My Cause My Cleats Could Have Much Broader Impact
Since 2016, the NFL’s My Cause My Cleats campaign has allowed players to break free of its strict uniform rules to display charitable causes on their cleats during Week 13. This merging of humanity and individuality is a departure from a ridiculous uniform fine schedule that last year penalized Saints RB Alvin Kamara $5,000 for taking the field with red and green cleats … on Christmas Day!
By all accounts, the NFL’s My Cause My Cleats campaign is a lovely burst of altruism that give players the chance to talk about the causes nearest and dearest to their heart. Most of these causes come with person connection. For example, Patriots linebacker Matthew Judon wore two separate cleats: one for the American Cancer Association to honor his mother’s recent fight against breast cancer and the other for the International Justice Mission after Judon’s wife educated him on the rampant issue of sex trafficking. Eagles QB Jalen Hurts chose to represent the Women’s Sports Foundation to empower in sports and beyond, a cause ingrained in him from his mother who is a counselor.
.@JalenHurts on why he is representing the @WomensSportsFdn for #MyCauseMyCleats pic.twitter.com/n4BMQUQ3yl— Philadelphia Eagles (@Eagles) December 1, 2021
We learned about numerous causes during Week 13 and saw incredible artistry in cleat design which only gets splashier by the season. But there were also hundreds of players wearing cleats whose causes we didn’t get to learn about. Those players deserve the same platform that their teammates, who may hold bigger name value or have more impressive stats, are receiving. Thus lies the problem with My Cause My Cleats in its current form. It’s a overwhelming exercise with sideline reporters and team writers powering through so many causes in a sliver of time that it’s hard to keep them straight. It’s time for expansion.
Ever since Roger Goodell issued an apology for not listening to Colin Kaepernick and other players who were emphatically waving their hands trying to tell the story of what its like to be Black in America, the NFL has promoted its commitment to social change. While the league has donated hefty sums to the Players’ Coalition and allowed players to showcase their causes in Week 13, there are still 17 weeks (plus the pre- and postseason) where players have to follow strict edits about appearance or be fined.
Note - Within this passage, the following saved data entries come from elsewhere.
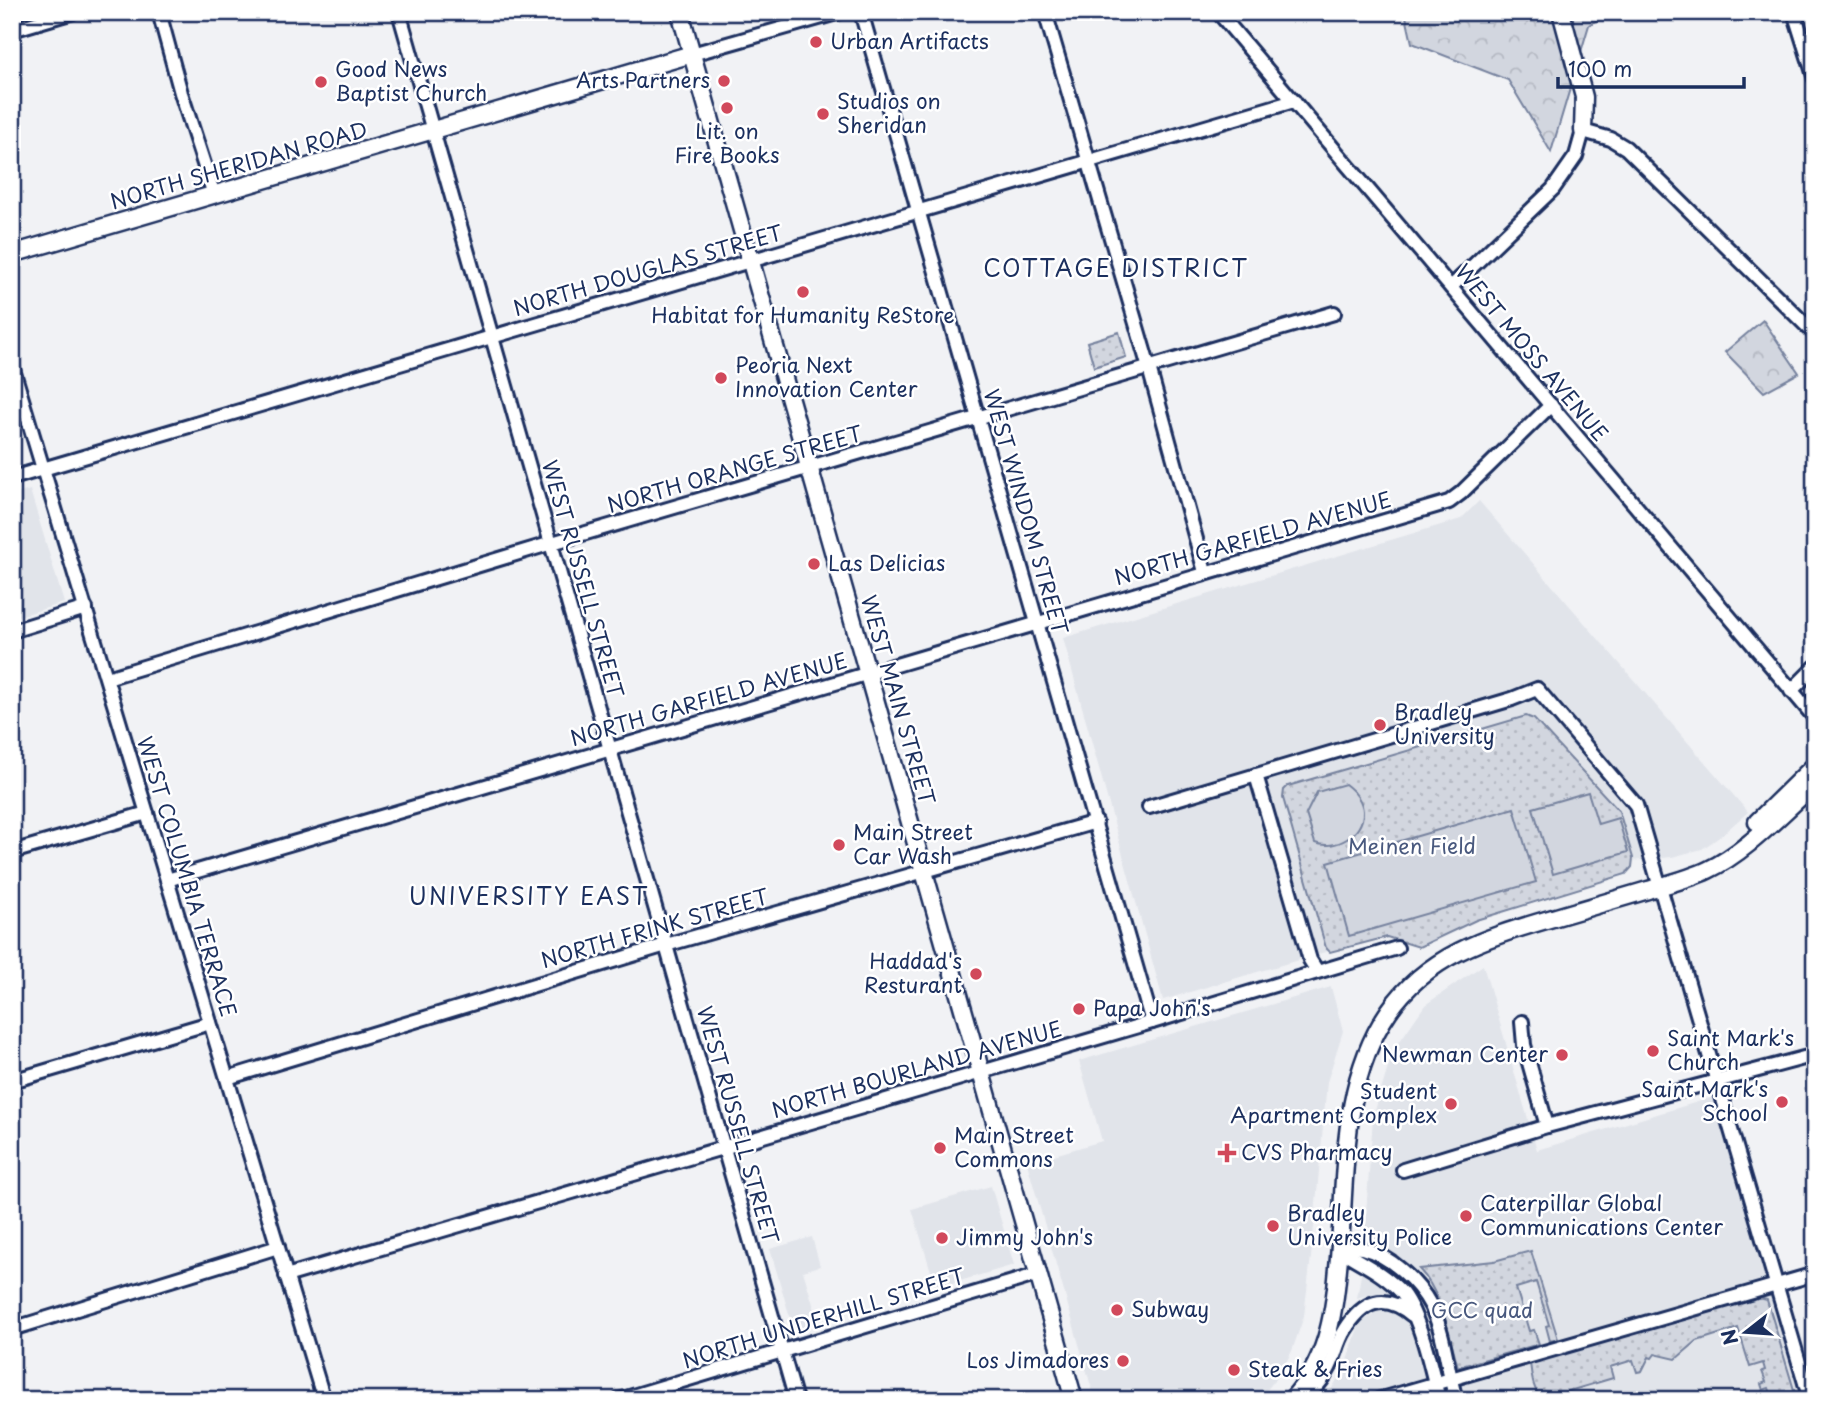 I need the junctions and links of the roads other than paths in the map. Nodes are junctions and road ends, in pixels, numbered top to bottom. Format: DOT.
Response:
graph roads {
  1 [pos="73,12"];
  2 [pos="159,12"];
  3 [pos="399,12"];
  4 [pos="680,12"];
  5 [pos="841,12"];
  6 [pos="861,12"];
  7 [pos="1045,12"];
  8 [pos="1219,12"];
  9 [pos="1561,12"];
  10 [pos="1794,12"];
  11 [pos="12,30"];
  12 [pos="692,54"];
  13 [pos="1814,73"];
  14 [pos="1294,101"];
  15 [pos="433,131"];
  16 [pos="1583,131"];
  17 [pos="1088,162"];
  18 [pos="214,195"];
  19 [pos="919,210"];
  20 [pos="12,254"];
  21 [pos="751,261"];
  22 [pos="1451,287"];
  23 [pos="1334,313"];
  24 [pos="1815,334"];
  25 [pos="493,336"];
  26 [pos="12,366"];
  27 [pos="1149,368"];
  28 [pos="1551,405"];
  29 [pos="978,419"];
  30 [pos="809,468"];
  31 [pos="44,469"];
  32 [pos="12,478"];
  33 [pos="552,543"];
  34 [pos="1205,572"];
  35 [pos="86,608"];
  36 [pos="1037,623"];
  37 [pos="12,631"];
  38 [pos="1815,667"];
  39 [pos="868,673"];
  40 [pos="107,678"];
  41 [pos="1791,691"];
  42 [pos="1815,718"];
  43 [pos="610,749"];
  44 [pos="1815,765"];
  45 [pos="1256,775"];
  46 [pos="1815,784"];
  47 [pos="1149,807"];
  48 [pos="147,813"];
  49 [pos="1096,822"];
  50 [pos="12,852"];
  51 [pos="1723,860"];
  52 [pos="924,872"];
  53 [pos="167,880"];
  54 [pos="1660,887"];
  55 [pos="666,945"];
  56 [pos="1397,948"];
  57 [pos="1317,971"];
  58 [pos="1152,1022"];
  59 [pos="1522,1022"];
  60 [pos="210,1023"];
  61 [pos="1815,1055"];
  62 [pos="981,1071"];
  63 [pos="227,1078"];
  64 [pos="1715,1080"];
  65 [pos="12,1081"];
  66 [pos="1547,1126"];
  67 [pos="722,1147"];
  68 [pos="1403,1170"];
  69 [pos="278,1247"];
  70 [pos="1340,1250"];
  71 [pos="1039,1274"];
  72 [pos="1815,1274"];
  73 [pos="286,1276"];
  74 [pos="1776,1285"];
  75 [pos="1415,1318"];
  76 [pos="12,1328"];
  77 [pos="782,1352"];
  78 [pos="1451,1378"];
  79 [pos="1435,1383"];
  80 [pos="324,1400"];
  81 [pos="619,1400"];
  82 [pos="796,1400"];
  83 [pos="1074,1400"];
  84 [pos="1291,1400"];
  85 [pos="1297,1400"];
  86 [pos="1378,1400"];
  87 [pos="1439,1400"];
  88 [pos="1456,1400"];
  89 [pos="1810,1400"];
  1 -- 11 [label="street"];
  2 -- 18 [label="street"];
  3 -- 15 [label="street, WEST RUSSELL STREET"];
  4 -- 12 [label="main road, WEST MAIN STREET"];
  5 -- 12 [label="street, NORTH SHERIDAN ROAD"];
  6 -- 19 [label="street, WEST WINDOM STREET"];
  7 -- 17 [label="street"];
  8 -- 14 [label="street, WEST MOSS AVENUE"];
  9 -- 16 [label="main road"];
  10 -- 13 [label="street"];
  12 -- 15 [label="main road, NORTH SHERIDAN ROAD"];
  12 -- 21 [label="main road, WEST MAIN STREET"];
  14 -- 17 [label="street, NORTH DOUGLAS STREET"];
  14 -- 22 [label="street, WEST MOSS AVENUE"];
  15 -- 18 [label="main road, NORTH SHERIDAN ROAD"];
  15 -- 25 [label="street, WEST RUSSELL STREET"];
  16 -- 22 [label="street"];
  16 -- 24 [label="street"];
  17 -- 19 [label="street, NORTH DOUGLAS STREET"];
  17 -- 27 [label="street"];
  18 -- 20 [label="main road, NORTH SHERIDAN ROAD"];
  19 -- 21 [label="street, NORTH DOUGLAS STREET"];
  19 -- 29 [label="street, WEST WINDOM STREET"];
  21 -- 25 [label="street, NORTH DOUGLAS STREET"];
  21 -- 30 [label="main road, WEST MAIN STREET"];
  22 -- 28 [label="street, WEST MOSS AVENUE"];
  23 -- 27 [label="street, NORTH ORANGE STREET"];
  25 -- 31 [label="street, NORTH DOUGLAS STREET"];
  25 -- 33 [label="street, WEST RUSSELL STREET"];
  26 -- 31 [label="street, WEST COLUMBIA TERRACE"];
  27 -- 29 [label="street, NORTH ORANGE STREET"];
  27 -- 34 [label="street"];
  28 -- 34 [label="street, NORTH GARFIELD AVENUE"];
  28 -- 41 [label="street, WEST MOSS AVENUE"];
  29 -- 30 [label="street, NORTH ORANGE STREET"];
  29 -- 36 [label="street, WEST WINDOM STREET"];
  30 -- 33 [label="street, NORTH ORANGE STREET"];
  30 -- 39 [label="main road, WEST MAIN STREET"];
  31 -- 32 [label="street, NORTH DOUGLAS STREET"];
  31 -- 35 [label="street, WEST COLUMBIA TERRACE"];
  33 -- 40 [label="street, NORTH ORANGE STREET"];
  33 -- 43 [label="street, WEST RUSSELL STREET"];
  34 -- 36 [label="street, NORTH GARFIELD AVENUE"];
  35 -- 37 [label="street"];
  35 -- 40 [label="street, WEST COLUMBIA TERRACE"];
  36 -- 39 [label="street, NORTH GARFIELD AVENUE"];
  36 -- 49 [label="street, WEST WINDOM STREET"];
  38 -- 41 [label="street"];
  39 -- 43 [label="street, NORTH GARFIELD AVENUE"];
  39 -- 52 [label="main road, WEST MAIN STREET"];
  40 -- 48 [label="street, WEST COLUMBIA TERRACE"];
  41 -- 42 [label="street, WEST MOSS AVENUE"];
  43 -- 53 [label="street, NORTH GARFIELD AVENUE"];
  43 -- 55 [label="street, WEST RUSSELL STREET"];
  44 -- 51 [label="main road"];
  45 -- 47 [label="street"];
  45 -- 54 [label="street"];
  45 -- 57 [label="street"];
  46 -- 51 [label="main road"];
  48 -- 50 [label="street"];
  48 -- 53 [label="street, WEST COLUMBIA TERRACE"];
  49 -- 52 [label="street, NORTH FRINK STREET"];
  49 -- 58 [label="street, WEST WINDOM STREET"];
  51 -- 54 [label="main road"];
  52 -- 55 [label="street, NORTH FRINK STREET"];
  52 -- 62 [label="main road, WEST MAIN STREET"];
  53 -- 60 [label="street, WEST COLUMBIA TERRACE"];
  54 -- 64 [label="street"];
  54 -- 70 [label="main road"];
  55 -- 63 [label="street, NORTH FRINK STREET"];
  55 -- 67 [label="street, WEST RUSSELL STREET"];
  56 -- 57 [label="street, NORTH BOURLAND AVENUE"];
  57 -- 58 [label="street, NORTH BOURLAND AVENUE"];
  58 -- 62 [label="street, NORTH BOURLAND AVENUE"];
  59 -- 66 [label="street"];
  60 -- 63 [label="street, WEST COLUMBIA TERRACE"];
  60 -- 65 [label="street"];
  61 -- 64 [label="street"];
  62 -- 67 [label="street, NORTH BOURLAND AVENUE"];
  62 -- 71 [label="main road, WEST MAIN STREET"];
  63 -- 69 [label="street, WEST COLUMBIA TERRACE"];
  64 -- 66 [label="street"];
  64 -- 74 [label="street"];
  66 -- 68 [label="street"];
  67 -- 73 [label="street, NORTH BOURLAND AVENUE"];
  67 -- 77 [label="street, WEST RUSSELL STREET"];
  69 -- 73 [label="street, WEST COLUMBIA TERRACE"];
  69 -- 76 [label="street"];
  70 -- 75 [label="street"];
  70 -- 78 [label="street"];
  70 -- 84 [label="main road"];
  71 -- 77 [label="street, NORTH UNDERHILL STREET"];
  71 -- 83 [label="main road, WEST MAIN STREET"];
  72 -- 74 [label="street"];
  73 -- 80 [label="street, WEST COLUMBIA TERRACE"];
  74 -- 78 [label="street"];
  74 -- 89 [label="street"];
  75 -- 79 [label="street"];
  75 -- 85 [label="street"];
  77 -- 81 [label="street, NORTH UNDERHILL STREET"];
  77 -- 82 [label="street, WEST RUSSELL STREET"];
  78 -- 79 [label="street"];
  78 -- 88 [label="street"];
  79 -- 86 [label="street"];
  79 -- 87 [label="street"];
}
My Cause My Cleat deserves to be a season-long campaign. There are several ways to orchestrate a wider campaign.
My choice would be featuring players wearing these cause-driven cleats during prime time. Every team has a prime-time game – yes, Thursday night counts – so use the broadcast to truly focus in on the charities. Tell the stories in and out of breaks. Instead of players saying their name and college in the introductions, make it their name, their charity, and one line about what or who it aids. Run a concurrent social media campaign where the teams involved are sharing the stories and charities throughout the games and with the NFL accounts boosting for higher visibility.
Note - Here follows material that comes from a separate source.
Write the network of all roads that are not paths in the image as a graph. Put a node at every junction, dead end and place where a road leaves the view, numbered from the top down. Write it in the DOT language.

Given the frenetic way so any of us watch football – flipping every five seconds, watching Red Zone – capturing the national audience is far and away the most productive way to give these players and their causes the attention they deserve.
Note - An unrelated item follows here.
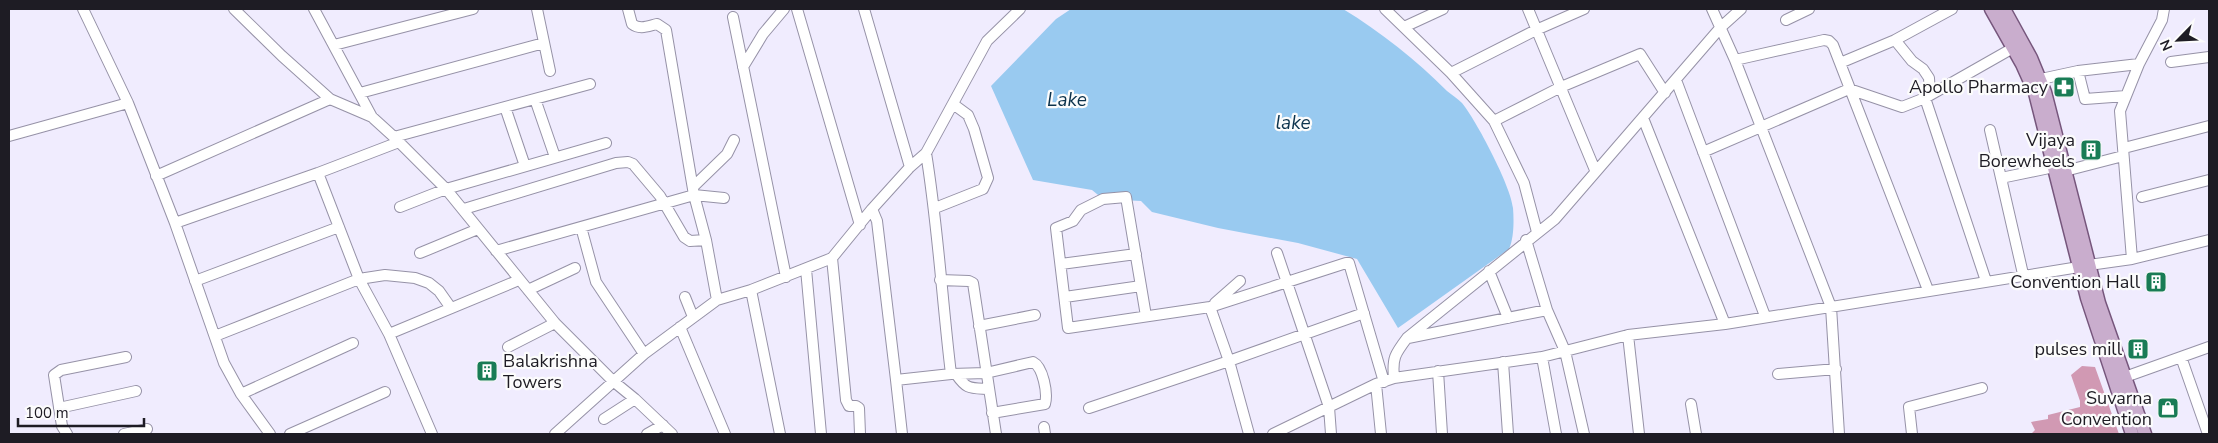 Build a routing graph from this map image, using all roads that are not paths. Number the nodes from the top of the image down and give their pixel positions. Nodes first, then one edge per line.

But the league could also divvy it up and have My Cause My Cleats by division on different weeks or feature two teams a week. They could also produce a My Cleats My Cause special on NFL Network with athletes partaking and fans having access to links and numbers to make donations.
Enacting My Cause My Cleats is a very positive first step for the NFL and a week the players cherish. But it’s time for more.